Meanwhile, a plant grown using the plant growth method disclosed in PTL 2 is genetically different from a plant of the same kind and has a problem if it is used as a food plant or a medical plant.
The present invention has been proposed with the foregoing situations taken into consideration. An object of the present invention is to provide a hydroponic cultivation apparatus and a hydroponic cultivation method which are capable of shortening a dormant phase of a plant without genetically modifying the plant.
A first aspect of the present invention provides a hydroponic cultivation apparatus for growing a plant by circulating a nutrient solution, including: a hydroponic container configured to hold the nutrient solution; a support portion configured to support the plant; a nutrient solution supply unit configured to supply the nutrient solution to the hydroponic container; a nutrient solution discharging unit configured to discharge the nutrient solution from the hydroponic container; and a budding enhancer supply unit configured to supply a budding enhancer to the plant.
A second aspect of the present invention provides the hydroponic cultivation apparatus according to the first aspect, in which the budding enhancer supply unit supplies the budding enhancer to a bud of the plant.
A third aspect of the present invention provides the hydroponic cultivation apparatus according to the second aspect, in which the budding enhancer supply unit drops the budding enhancer onto the bud.
A fourth aspect of the present invention provides the hydroponic cultivation apparatus according to the second aspect, in which the budding enhancer supply unit is a member containing the budding enhancer.
A fifth aspect of the present invention provides the hydroponic cultivation apparatus according to the fourth aspect, further including a height adjuster configured to adjust a height of the budding enhancer supply unit.
A sixth aspect of the present invention provides the hydroponic cultivation apparatus according to the first aspect, in which the budding enhancer supply unit is configured to contain the budding enhancer in at least a part of the support portion which is in contact with the plant.
A seventh aspect of the present invention provides the hydroponic cultivation apparatus according to the fourth aspect, in which the member containing the budding enhancer is placed on the support portion, and includes a hole provided above a part of support portion in which the plant produces the bud.
An eighth aspect of the present invention provides the hydroponic cultivation apparatus according to the first or second aspect, wherein the budding enhancer supply unit sprays the budding enhancer onto the plant.
A ninth aspect of the present invention provides the hydroponic cultivation apparatus according to any one of the first to the eighth aspect, in which the budding enhancer includes a plant hormone.
A tenth aspect of the present invention provides a hydroponic cultivation method of growing a plant by circulating a nutrient solution, wherein during a dormant phase in which a perennial plant as the plant is in dormancy, the perennial plant is supplied with not only the nutrient solution but also a budding enhancer.
An eleventh aspect of the present invention provides the hydroponic cultivation method according to the tenth aspect, in which the budding enhancer includes a plant hormone.
The present invention is capable of shortening a dormant phase of a plant by supplying a budding enhancer to a plant without genetically modifying the plant.
Referring to the drawings, descriptions will be hereinbelow provided for the embodiment of the present invention.
A hydroponic cultivation apparatus shown as an embodiment of the present invention has a configuration as shown in
The hydroponic cultivation apparatus grows the plant 100 by supplying liquids to at least branch roots 103 of the plant 100. The hydroponic cultivation apparatus shown as the embodiment will be explained in which the plant 100 is a plant synthesizing nutrients in its aboveground part and accumulating the thus-synthesized nutrients in its underground part, that to say, a root vegetable.
A cited example of the root vegetable is Panax ginseng (Korean ginseng, Goryeo insam) as the plant 100 shown in
In addition, the plant 100 of the embodiment may be a perennial plant that takes several years to grow.

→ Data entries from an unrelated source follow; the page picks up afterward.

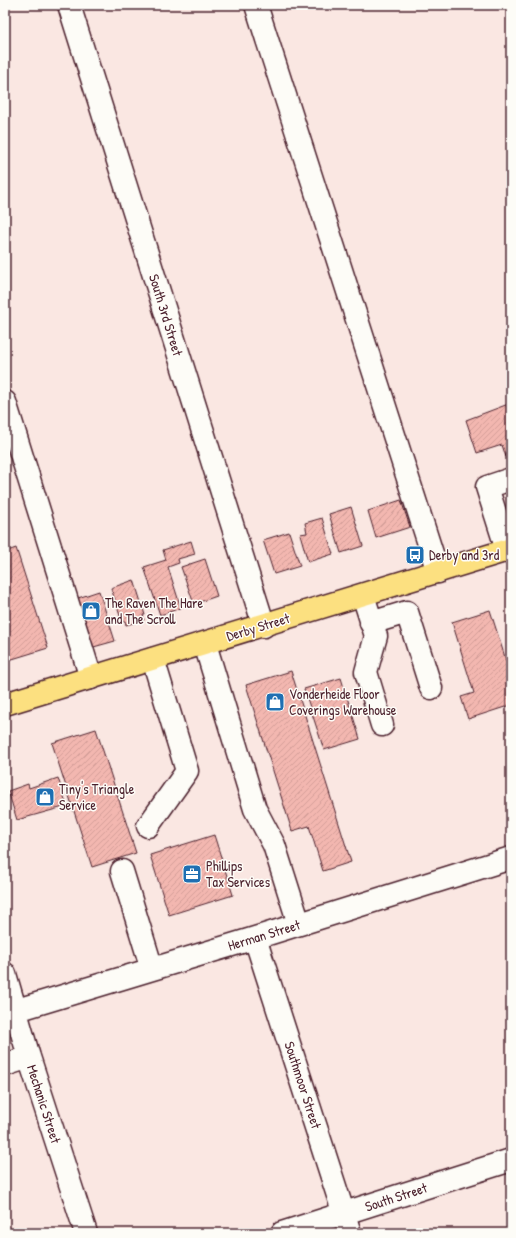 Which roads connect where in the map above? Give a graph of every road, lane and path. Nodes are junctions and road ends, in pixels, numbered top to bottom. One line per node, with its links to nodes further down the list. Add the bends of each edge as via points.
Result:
1 (69, 5): 9 (street, South 3rd Street)
2 (256, 5): 6 (street)
3 (5, 402): 12 (street)
4 (507, 476): 5 (street, via 487,487)
5 (510, 550): 6 (main road, Derby Street)
6 (438, 572): 7 (main road, Derby Street)
7 (363, 595): 8 (street); 9 (main road, Derby Street)
8 (371, 623): 13 (street, via 407,612); 15 (street, via 376,636 366,672)
9 (264, 626): 10 (main road, Derby Street)
10 (205, 644): 11 (main road, Derby Street); 19 (street, via 255,809 274,845)
11 (153, 659): 12 (main road, Derby Street); 16 (street, via 187,771)
12 (90, 678): 14 (main road, Derby Street)
13 (431, 688)
14 (5, 704)
15 (382, 725)
16 (148, 826)
17 (511, 858): 19 (street, Herman Street)
18 (122, 870): 21 (street)
19 (299, 924): 20 (street, Herman Street)
20 (256, 938): 21 (street, Herman Street); 27 (street, Southmoor Street)
21 (152, 969): 23 (street, Herman Street)
22 (5, 974): 23 (street, Mechanic Street)
23 (16, 1010): 24 (street, Mechanic Street)
24 (29, 1057): 25 (street); 28 (street, Mechanic Street)
25 (5, 1064)
26 (511, 1160): 27 (street, South Street)
27 (347, 1223): 29 (street, South Street)
28 (86, 1233)
29 (282, 1233) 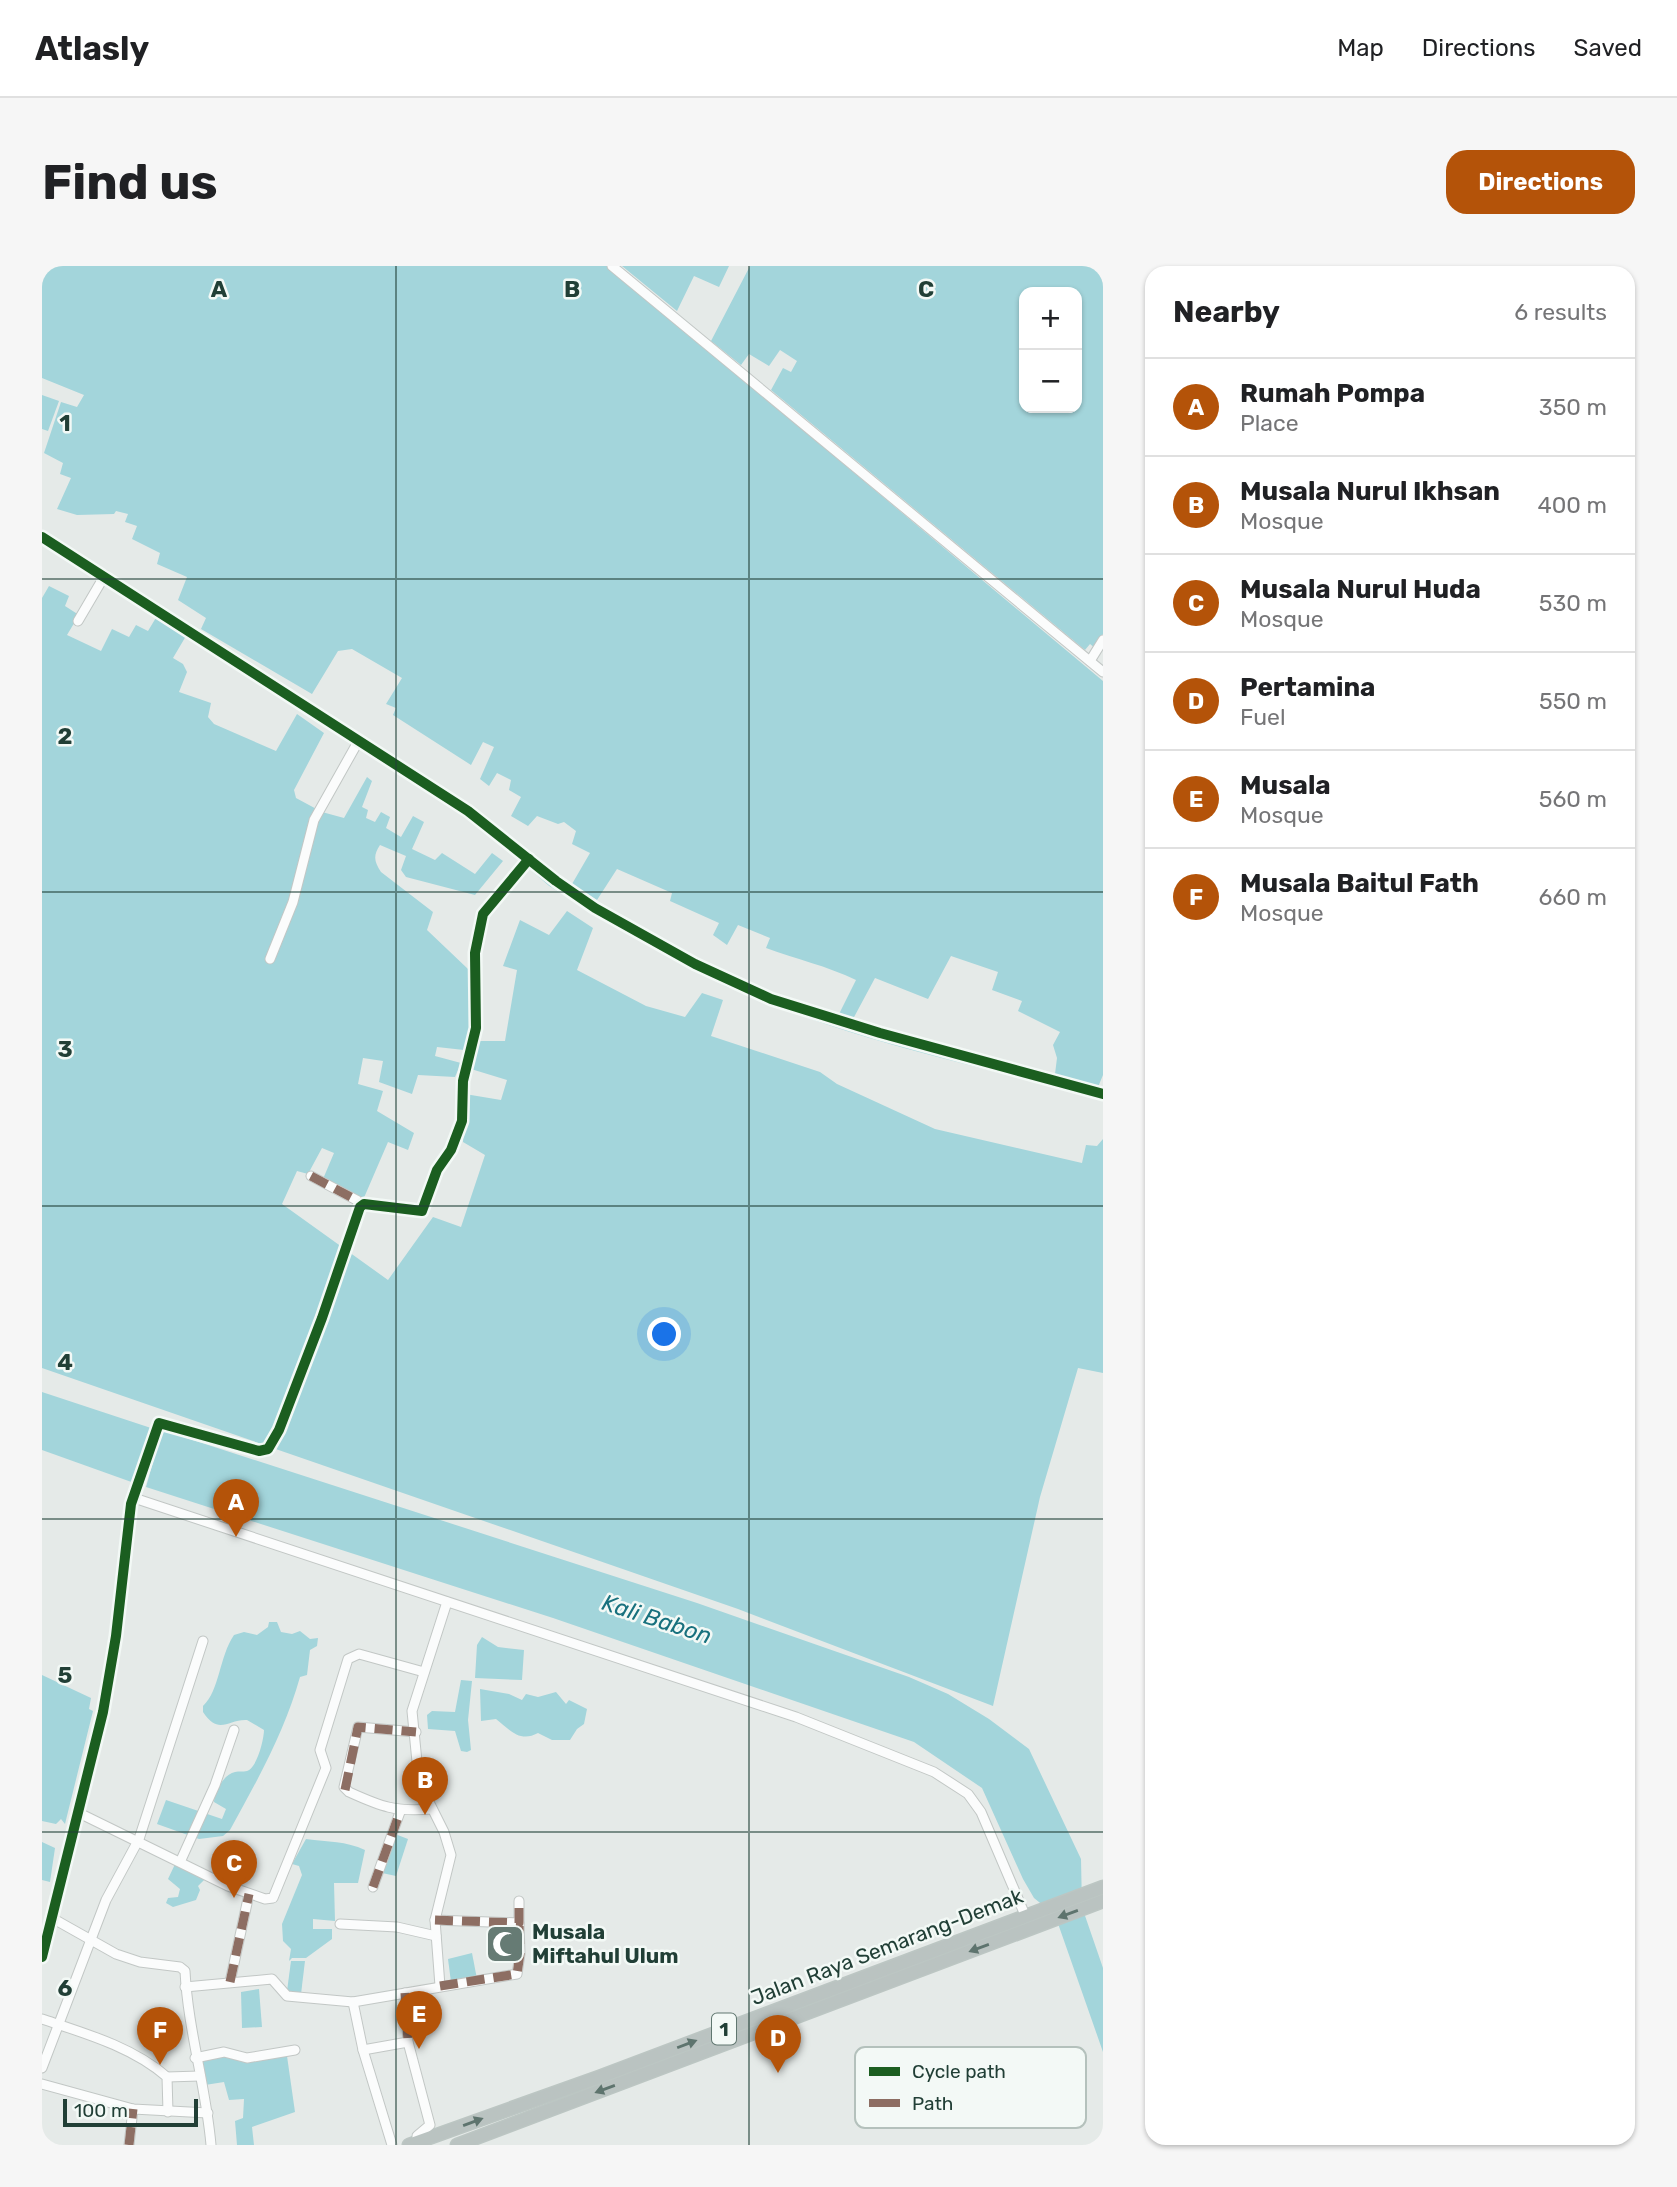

This perennial plant grows through a repeated series of a growth phase in which the plant grows bigger accumulating nutrient and a dormant phase in which the plant growth is suspended. The dormant phase is that needed for the plant to survive the winter in a farm field.
Furthermore, the embodiment will be described in which a nutrient solution is circulated to help the plant 100 to grow during the growth phase of the plant 100. Cited examples of the nutrient solution include water, and a culture solution obtained by adding nutrients to water.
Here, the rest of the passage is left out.